- Conference: Independent
- Record: 7–3
- Head coach: Fred Dunlap (10th season);
- Offensive coordinator: John Whitehead (5th season)
- Captains: Jim Addonizio; Joe Alleva;
- Home stadium: Taylor Stadium

= 1974 Lehigh Engineers football team =

American college football season

The 1974 Lehigh Engineers football team was an American football team that represented Lehigh University as an independent during the 1974 NCAA Division II football season.

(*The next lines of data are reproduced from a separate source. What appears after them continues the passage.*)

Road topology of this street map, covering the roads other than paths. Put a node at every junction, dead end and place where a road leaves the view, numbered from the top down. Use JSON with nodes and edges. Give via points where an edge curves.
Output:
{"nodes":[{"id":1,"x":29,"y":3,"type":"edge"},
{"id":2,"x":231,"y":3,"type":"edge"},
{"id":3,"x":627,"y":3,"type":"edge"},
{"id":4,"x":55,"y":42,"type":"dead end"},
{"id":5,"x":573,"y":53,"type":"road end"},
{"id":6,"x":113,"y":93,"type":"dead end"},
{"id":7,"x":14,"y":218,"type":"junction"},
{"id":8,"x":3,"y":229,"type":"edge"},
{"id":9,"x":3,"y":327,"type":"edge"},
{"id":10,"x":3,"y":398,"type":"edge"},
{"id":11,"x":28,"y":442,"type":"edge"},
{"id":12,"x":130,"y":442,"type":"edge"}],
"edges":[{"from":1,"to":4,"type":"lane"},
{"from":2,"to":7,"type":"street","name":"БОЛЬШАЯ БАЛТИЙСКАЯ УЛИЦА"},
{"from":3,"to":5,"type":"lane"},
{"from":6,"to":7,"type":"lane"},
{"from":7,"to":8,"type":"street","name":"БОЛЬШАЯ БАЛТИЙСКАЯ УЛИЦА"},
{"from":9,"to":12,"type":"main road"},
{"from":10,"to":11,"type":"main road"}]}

In their tenth year under head coach Fred Dunlap, the Engineers compiled a 7–3 record. Jim Addonizio and Joe Alleva were the team captains.

After starting the season with two wins, the Engineers briefly appeared in the UPI small college poll, ranking No. 15 for the last full week of September. A loss that weekend to Division I opponent Penn dropped them out of the top 20. Lehigh remained unranked the rest of the year.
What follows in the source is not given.